# [About this task]
To complete this task, print all the data below exactly but leave out the images.

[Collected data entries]
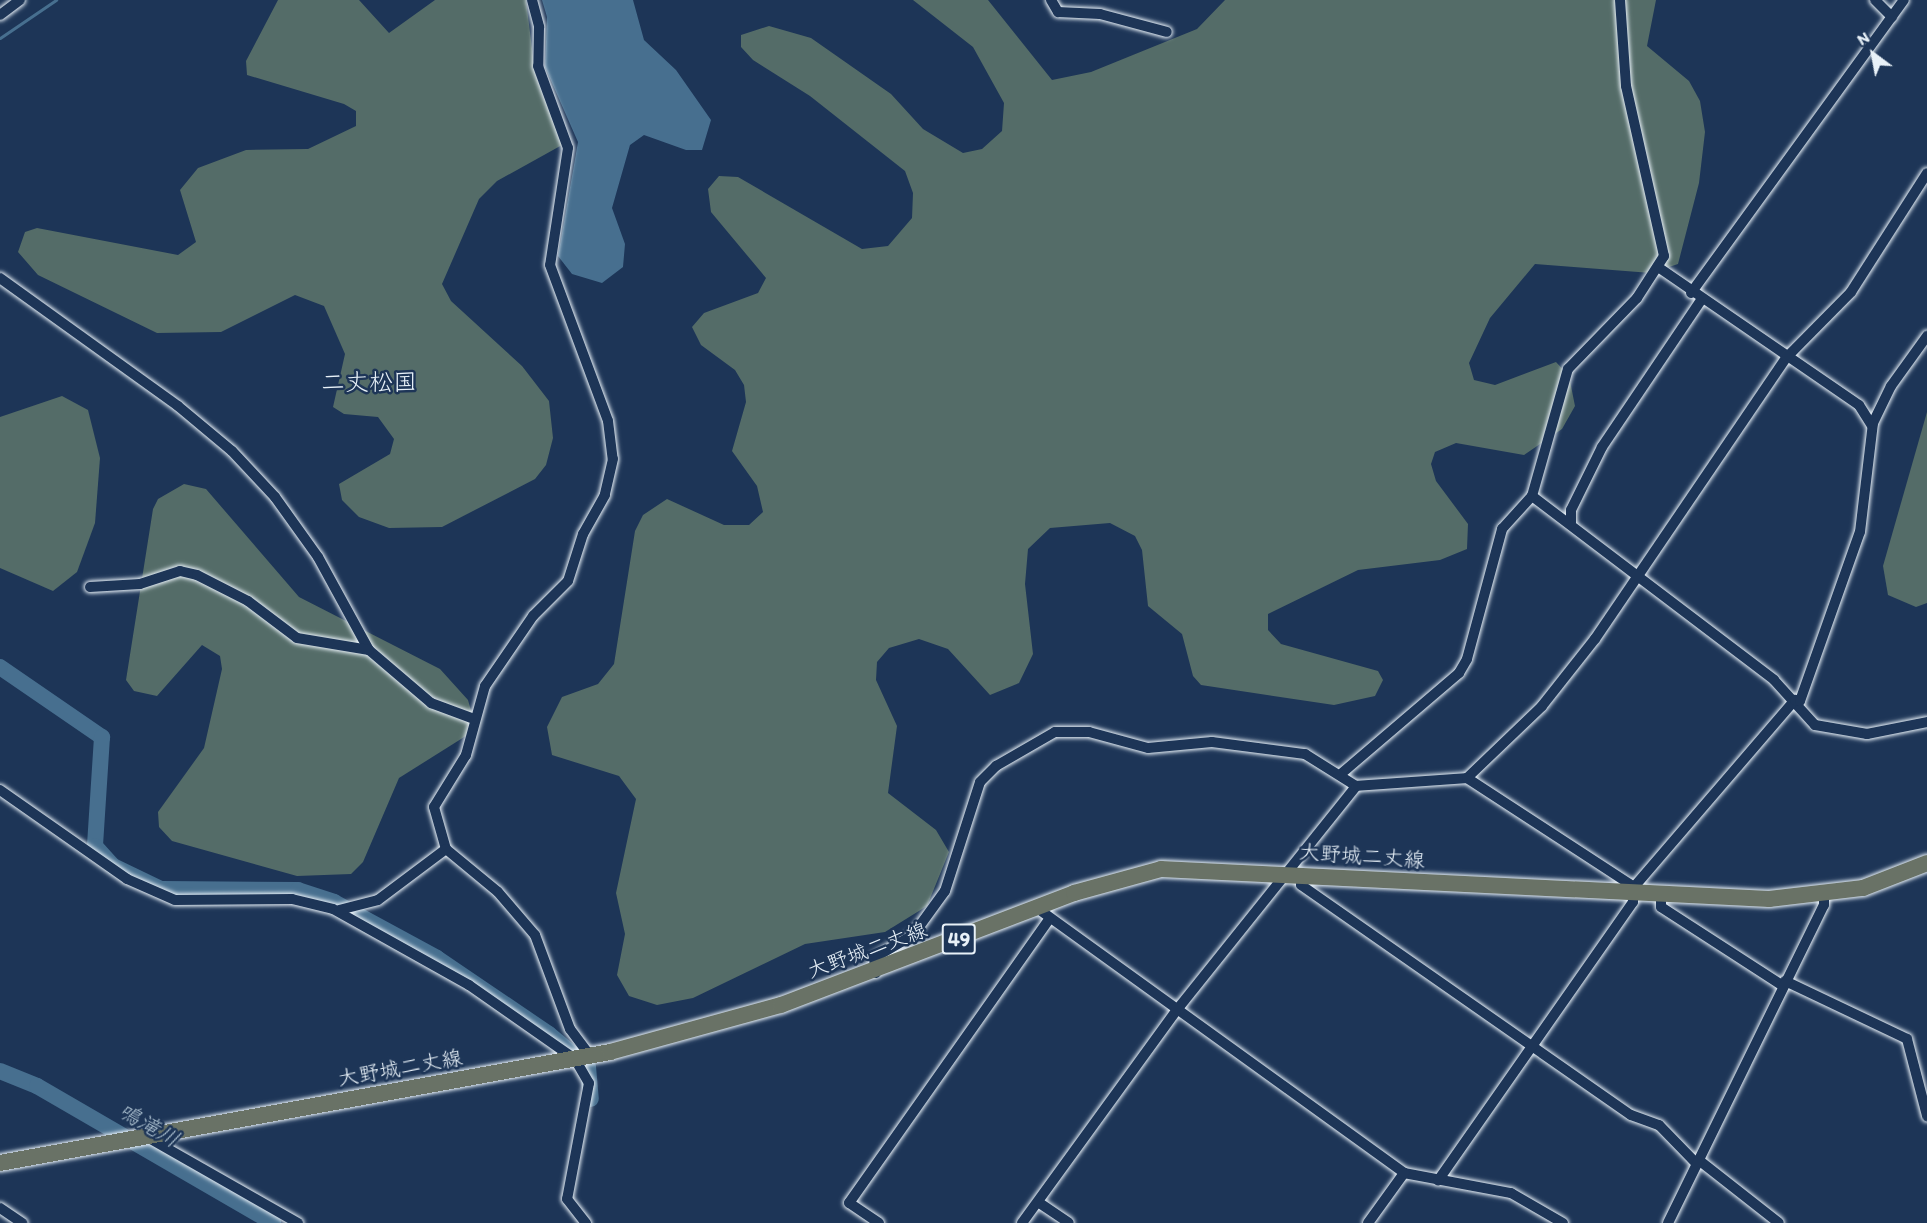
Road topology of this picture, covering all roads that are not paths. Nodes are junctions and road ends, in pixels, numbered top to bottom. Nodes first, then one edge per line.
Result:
1 (20, 0) edge
2 (532, 0) edge
3 (1051, 0) edge
4 (1620, 0) edge
5 (1875, 0) edge
6 (1904, 0) edge
7 (0, 15) edge
8 (1892, 17) junction
9 (1167, 32) dead end
10 (1927, 173) edge
11 (1658, 267) junction
12 (0, 278) edge
13 (1690, 293) junction
14 (1701, 300) junction
15 (1927, 336) edge
16 (1786, 357) junction
17 (1872, 426) junction
18 (1532, 496) junction
19 (1571, 524) junction
20 (1638, 579) junction
21 (90, 587) dead end
22 (369, 650) junction
23 (1795, 700) junction
24 (474, 719) junction
25 (1927, 722) edge
26 (1341, 773) junction
27 (1467, 777) junction
28 (1356, 786) junction
29 (0, 790) edge
30 (446, 849) junction
31 (1927, 863) edge
32 (1285, 873) junction
33 (1303, 875) junction
34 (1634, 891) junction
35 (1824, 895) junction
36 (1661, 896) junction
37 (1037, 908) junction
38 (333, 909) junction
39 (1049, 920) junction
40 (876, 973) junction
41 (1784, 984) junction
42 (1176, 1011) junction
43 (1535, 1046) junction
44 (582, 1057) junction
45 (1927, 1116) edge
46 (147, 1137) junction
47 (1698, 1162) junction
48 (0, 1163) edge
49 (1404, 1173) junction
50 (1438, 1180) junction
51 (1038, 1202) junction
52 (0, 1208) edge
53 (22, 1223) edge
54 (298, 1223) edge
55 (586, 1223) edge
56 (879, 1223) edge
57 (1022, 1223) edge
58 (1070, 1223) edge
59 (1368, 1223) edge
60 (1563, 1223) edge
61 (1668, 1223) edge
62 (1779, 1223) edge

1 - 7 street
2 - 24 street
3 - 9 street
4 - 11 street
5 - 8 street
6 - 8 street
8 - 13 street
10 - 16 street
11 - 13 street
11 - 18 street
12 - 22 street
13 - 14 street
14 - 16 street
14 - 19 street
15 - 17 street
16 - 17 street
16 - 20 street
17 - 23 street
18 - 19 street
18 - 26 street
19 - 20 street
20 - 23 street
20 - 27 street
21 - 22 street
22 - 24 street
23 - 25 street
23 - 34 street
24 - 30 street
26 - 28 street
26 - 40 street
27 - 28 street
27 - 34 street
28 - 32 street
29 - 38 street
30 - 38 street
30 - 44 street
31 - 35 main road, 大野城二丈線 / 49
32 - 33 main road, 大野城二丈線 / 49
32 - 37 main road, 大野城二丈線 / 49
32 - 42 street
33 - 34 main road, 大野城二丈線 / 49
33 - 43 street
34 - 36 main road, 大野城二丈線 / 49
34 - 43 street
35 - 36 main road, 大野城二丈線 / 49
35 - 41 street
36 - 41 street
37 - 39 street
37 - 40 main road, 大野城二丈線 / 49
38 - 44 street
39 - 42 street
39 - 56 street
40 - 44 main road, 大野城二丈線 / 49
41 - 45 street
41 - 47 street
42 - 49 street
42 - 51 street
43 - 47 street
43 - 50 street
44 - 46 main road, 大野城二丈線 / 49
44 - 55 street
46 - 48 main road, 大野城二丈線 / 49
46 - 54 street
47 - 61 street
47 - 62 street
49 - 50 street
49 - 59 street
50 - 60 street
51 - 57 street
51 - 58 street
52 - 53 street

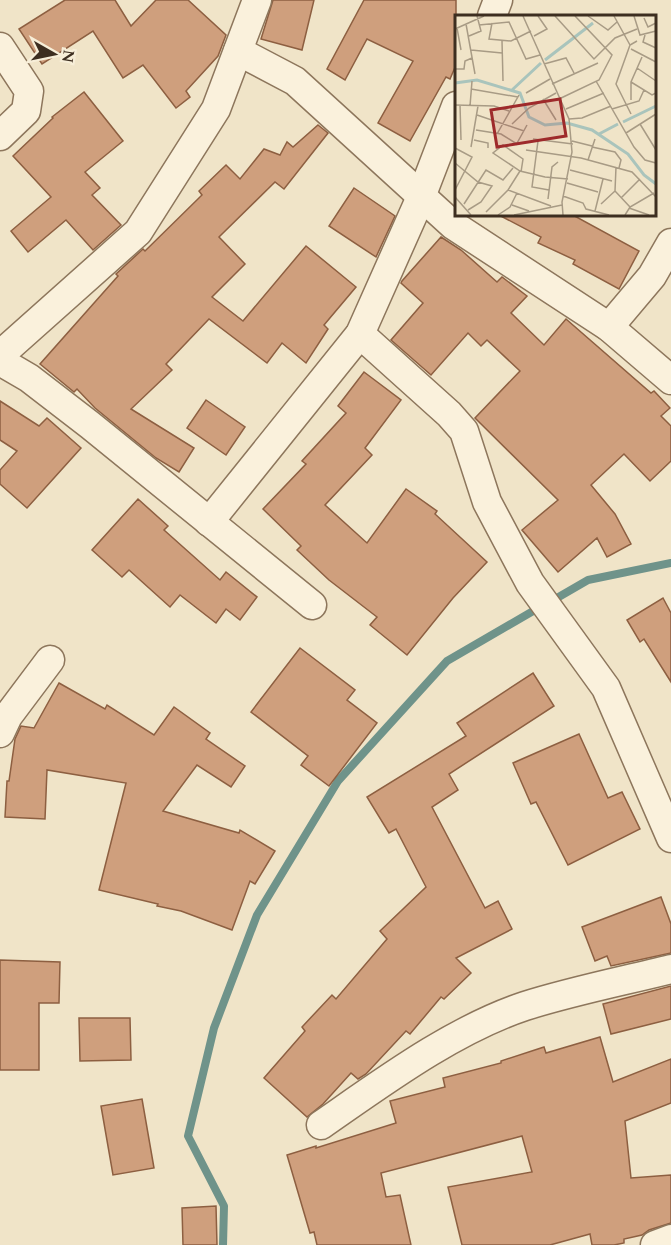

# [Result]
Road topology of this picture, covering all roads that are not paths. Nodes are junctions and road ends, in pixels, numbered top to bottom. Nodes first, then one edge per line.
Result:
1 (20, 0) edge
2 (532, 0) edge
3 (1051, 0) edge
4 (1620, 0) edge
5 (1875, 0) edge
6 (1904, 0) edge
7 (0, 15) edge
8 (1892, 17) junction
9 (1167, 32) dead end
10 (1927, 173) edge
11 (1658, 267) junction
12 (0, 278) edge
13 (1690, 293) junction
14 (1701, 300) junction
15 (1927, 336) edge
16 (1786, 357) junction
17 (1872, 426) junction
18 (1532, 496) junction
19 (1571, 524) junction
20 (1638, 579) junction
21 (90, 587) dead end
22 (369, 650) junction
23 (1795, 700) junction
24 (474, 719) junction
25 (1927, 722) edge
26 (1341, 773) junction
27 (1467, 777) junction
28 (1356, 786) junction
29 (0, 790) edge
30 (446, 849) junction
31 (1927, 863) edge
32 (1285, 873) junction
33 (1303, 875) junction
34 (1634, 891) junction
35 (1824, 895) junction
36 (1661, 896) junction
37 (1037, 908) junction
38 (333, 909) junction
39 (1049, 920) junction
40 (876, 973) junction
41 (1784, 984) junction
42 (1176, 1011) junction
43 (1535, 1046) junction
44 (582, 1057) junction
45 (1927, 1116) edge
46 (147, 1137) junction
47 (1698, 1162) junction
48 (0, 1163) edge
49 (1404, 1173) junction
50 (1438, 1180) junction
51 (1038, 1202) junction
52 (0, 1208) edge
53 (22, 1223) edge
54 (298, 1223) edge
55 (586, 1223) edge
56 (879, 1223) edge
57 (1022, 1223) edge
58 (1070, 1223) edge
59 (1368, 1223) edge
60 (1563, 1223) edge
61 (1668, 1223) edge
62 (1779, 1223) edge

1 - 7 street
2 - 24 street
3 - 9 street
4 - 11 street
5 - 8 street
6 - 8 street
8 - 13 street
10 - 16 street
11 - 13 street
11 - 18 street
12 - 22 street
13 - 14 street
14 - 16 street
14 - 19 street
15 - 17 street
16 - 17 street
16 - 20 street
17 - 23 street
18 - 19 street
18 - 26 street
19 - 20 street
20 - 23 street
20 - 27 street
21 - 22 street
22 - 24 street
23 - 25 street
23 - 34 street
24 - 30 street
26 - 28 street
26 - 40 street
27 - 28 street
27 - 34 street
28 - 32 street
29 - 38 street
30 - 38 street
30 - 44 street
31 - 35 main road, 大野城二丈線 / 49
32 - 33 main road, 大野城二丈線 / 49
32 - 37 main road, 大野城二丈線 / 49
32 - 42 street
33 - 34 main road, 大野城二丈線 / 49
33 - 43 street
34 - 36 main road, 大野城二丈線 / 49
34 - 43 street
35 - 36 main road, 大野城二丈線 / 49
35 - 41 street
36 - 41 street
37 - 39 street
37 - 40 main road, 大野城二丈線 / 49
38 - 44 street
39 - 42 street
39 - 56 street
40 - 44 main road, 大野城二丈線 / 49
41 - 45 street
41 - 47 street
42 - 49 street
42 - 51 street
43 - 47 street
43 - 50 street
44 - 46 main road, 大野城二丈線 / 49
44 - 55 street
46 - 48 main road, 大野城二丈線 / 49
46 - 54 street
47 - 61 street
47 - 62 street
49 - 50 street
49 - 59 street
50 - 60 street
51 - 57 street
51 - 58 street
52 - 53 street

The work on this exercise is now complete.